In this post I will talk about how to measure replication lag and check/fix replication inconsistencies with this tools:
pt-heartbeat
pt-table-checksum
pt-table-sync
I am using environment from previous blog post.
Master-Master replication with MariaDB 10.0.16 database on Debian 7.
Install Percona Toolkit on both nodes:
$ sudo wget percona.com/get/percona-toolkit.deb $ sudo apt-get install libterm-readkey-perl $ sudo dpkg -i percona-toolkit.deb
I will create percona database where I will store tables needed for various checks. Also I will create percona user which will be used with Percona tools.
MASTER1
MariaDB [(none)]> create database percona; MariaDB [(none)]> grant all privileges on *.* to 'percona'@'master1.localdomain' identified by 'percona'; MariaDB [(none)]> grant all privileges on *.* to 'percona'@'localhost' identified by 'percona'; MariaDB [(none)]> flush privileges;
MASTER2
MariaDB [(none)]> grant all privileges on *.* to 'percona'@'master2.localdomain' identified by 'percona'; MariaDB [(none)]> grant all privileges on *.* to 'percona'@'localhost' identified by 'percona'; MariaDB [(none)]> flush privileges;
MONITOR REPLICATION LAG
So, I have replication running and I want to be sure that everything is working fine.

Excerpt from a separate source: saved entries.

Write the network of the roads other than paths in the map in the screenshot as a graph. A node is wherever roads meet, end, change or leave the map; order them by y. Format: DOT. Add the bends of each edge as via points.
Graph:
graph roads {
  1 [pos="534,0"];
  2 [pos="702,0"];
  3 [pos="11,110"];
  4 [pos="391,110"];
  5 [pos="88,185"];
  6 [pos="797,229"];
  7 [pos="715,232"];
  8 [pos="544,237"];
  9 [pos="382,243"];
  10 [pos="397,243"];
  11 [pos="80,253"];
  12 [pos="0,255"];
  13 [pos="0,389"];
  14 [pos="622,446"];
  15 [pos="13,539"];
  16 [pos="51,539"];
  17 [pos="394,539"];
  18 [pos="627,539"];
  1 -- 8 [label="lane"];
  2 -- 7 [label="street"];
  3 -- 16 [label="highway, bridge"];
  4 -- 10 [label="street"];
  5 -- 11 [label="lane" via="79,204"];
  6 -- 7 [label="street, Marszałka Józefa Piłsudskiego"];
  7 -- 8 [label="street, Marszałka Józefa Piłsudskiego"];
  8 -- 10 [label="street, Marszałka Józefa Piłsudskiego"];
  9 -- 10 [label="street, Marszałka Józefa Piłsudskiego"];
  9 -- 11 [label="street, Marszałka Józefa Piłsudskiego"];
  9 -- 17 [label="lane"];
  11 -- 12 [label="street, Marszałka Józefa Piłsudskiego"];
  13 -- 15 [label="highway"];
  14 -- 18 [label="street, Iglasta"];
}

Typical method to monitor replication lag would be to run SLAVE STATUS and look at Seconds_Behind_Master. But Seconds_Behind_Master is not always accurate.
Percona Toolkit has a tool to monitor replication delay called pt-heartbeat.

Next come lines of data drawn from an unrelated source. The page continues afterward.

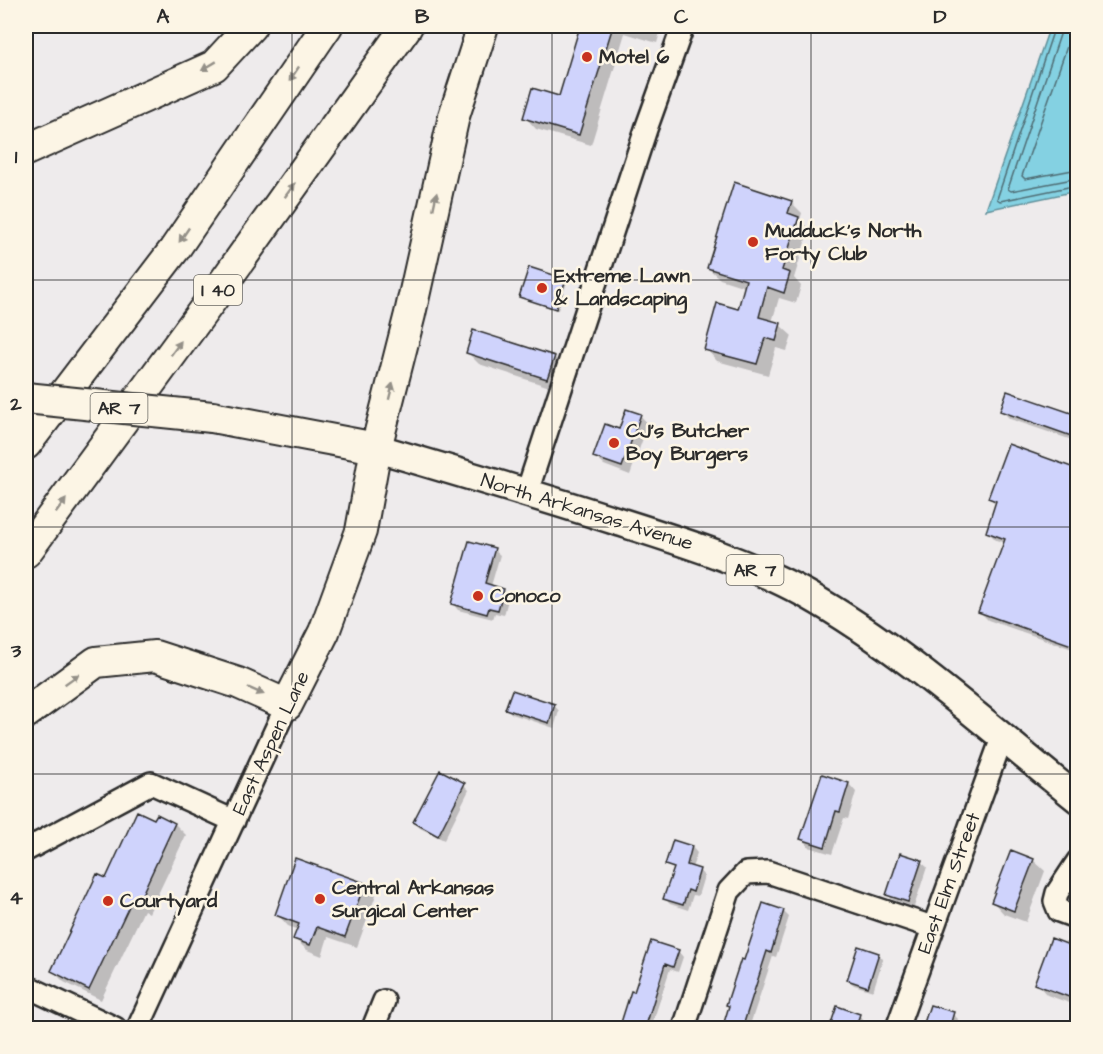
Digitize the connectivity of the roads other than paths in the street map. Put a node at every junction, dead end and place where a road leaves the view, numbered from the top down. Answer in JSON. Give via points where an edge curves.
{"nodes":[{"id":1,"x":251,"y":26,"type":"edge"},
{"id":2,"x":327,"y":26,"type":"edge"},
{"id":3,"x":407,"y":26,"type":"edge"},
{"id":4,"x":483,"y":26,"type":"edge"},
{"id":5,"x":683,"y":26,"type":"edge"},
{"id":6,"x":26,"y":150,"type":"edge"},
{"id":7,"x":26,"y":398,"type":"edge"},
{"id":8,"x":26,"y":444,"type":"edge"},
{"id":9,"x":376,"y":448,"type":"junction"},
{"id":10,"x":527,"y":492,"type":"junction"},
{"id":11,"x":26,"y":552,"type":"edge"},
{"id":12,"x":287,"y":705,"type":"junction"},
{"id":13,"x":26,"y":713,"type":"edge"},
{"id":14,"x":1002,"y":738,"type":"junction"},
{"id":15,"x":1077,"y":799,"type":"edge"},
{"id":16,"x":234,"y":821,"type":"junction"},
{"id":17,"x":26,"y":850,"type":"edge"},
{"id":18,"x":1077,"y":861,"type":"edge"},
{"id":19,"x":1077,"y":918,"type":"edge"},
{"id":20,"x":932,"y":927,"type":"junction"},
{"id":21,"x":26,"y":986,"type":"edge"},
{"id":22,"x":384,"y":1001,"type":"dead end"},
{"id":23,"x":115,"y":1029,"type":"edge"},
{"id":24,"x":138,"y":1029,"type":"edge"},
{"id":25,"x":373,"y":1029,"type":"edge"},
{"id":26,"x":684,"y":1029,"type":"edge"},
{"id":27,"x":897,"y":1029,"type":"edge"}],
"edges":[{"from":1,"to":6,"type":"highway","one_way":true,"via":[[214,66]]},
{"from":2,"to":8,"type":"highway","one_way":true,"via":[[174,249]]},
{"from":11,"to":3,"type":"highway","number":"I 40","one_way":true},
{"from":9,"to":4,"type":"highway","name":"East Aspen Lane","one_way":true,"via":[[453,116]]},
{"from":5,"to":10,"type":"street"},
{"from":7,"to":9,"type":"highway","name":"North Arkansas Avenue","number":"AR 7","bridge":true,"via":[[212,417]]},
{"from":9,"to":10,"type":"main road","name":"North Arkansas Avenue","number":"AR 7"},
{"from":9,"to":12,"type":"highway","name":"East Aspen Lane","via":[[361,531],[324,632]]},
{"from":10,"to":14,"type":"main road","name":"North Arkansas Avenue","number":"AR 7","via":[[703,548],[804,593],[914,664]]},
{"from":13,"to":12,"type":"highway","one_way":true,"via":[[96,662],[155,656],[238,683]]},
{"from":12,"to":16,"type":"street","name":"East Aspen Lane"},
{"from":14,"to":15,"type":"main road","name":"North Arkansas Avenue","number":"AR 7"},
{"from":14,"to":20,"type":"street","name":"East Elm Street"},
{"from":16,"to":17,"type":"street","via":[[150,783]]},
{"from":16,"to":24,"type":"street","name":"East Aspen Lane"},
{"from":18,"to":19,"type":"street","via":[[1055,901],[1059,911]]},
{"from":20,"to":26,"type":"street","via":[[768,872],[746,873],[729,891]]},
{"from":20,"to":27,"type":"street","name":"East Elm Street"},
{"from":21,"to":23,"type":"street"},
{"from":22,"to":25,"type":"street"}]}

We must create heartbeat table on the master manually or using --create-table option and heartbeat table must contain one heartbeat row. This table will be updated in interval we specify by pt-heartbeat. Slave will actively check table and calculate time delay.
Create heartbeat table and start daemonized process to update percona.heartbeat table.
MASTER1
$ pt-heartbeat -upercona -ppercona -D percona --update master1 --daemonize --create-table
MASTER2
Start pt-heartbeat.
$ pt-heartbeat -upercona -ppercona --update --database percona
MASTER1
Monitor replication slave lag.
$ pt-heartbeat -upercona -ppercona -D percona --monitor -h master2 0.00s [ 0.00s, 0.00s, 0.00s ] 0.00s [ 0.00s, 0.00s, 0.00s ] 0.00s [ 0.00s, 0.00s, 0.00s ] 0.00s [ 0.00s, 0.00s, 0.00s ] 0.00s [ 0.00s, 0.00s, 0.00s ] 0.00s [ 0.00s, 0.00s, 0.00s ] 0.00s [ 0.00s, 0.00s, 0.00s ] 0.00s [ 0.00s, 0.00s, 0.00s ] 0.00s [ 0.00s, 0.00s, 0.00s ] 0.00s [ 0.00s, 0.00s, 0.00s ] 0.00s [ 0.00s, 0.00s, 0.00s ] 0.00s [ 0.00s, 0.00s, 0.00s ] 0.00s [ 0.00s, 0.00s, 0.00s ] 0.01s [ 0.00s, 0.00s, 0.00s ] 0.00s [ 0.00s, 0.00s, 0.00s ] 0.00s [ 0.00s, 0.00s, 0.00s ]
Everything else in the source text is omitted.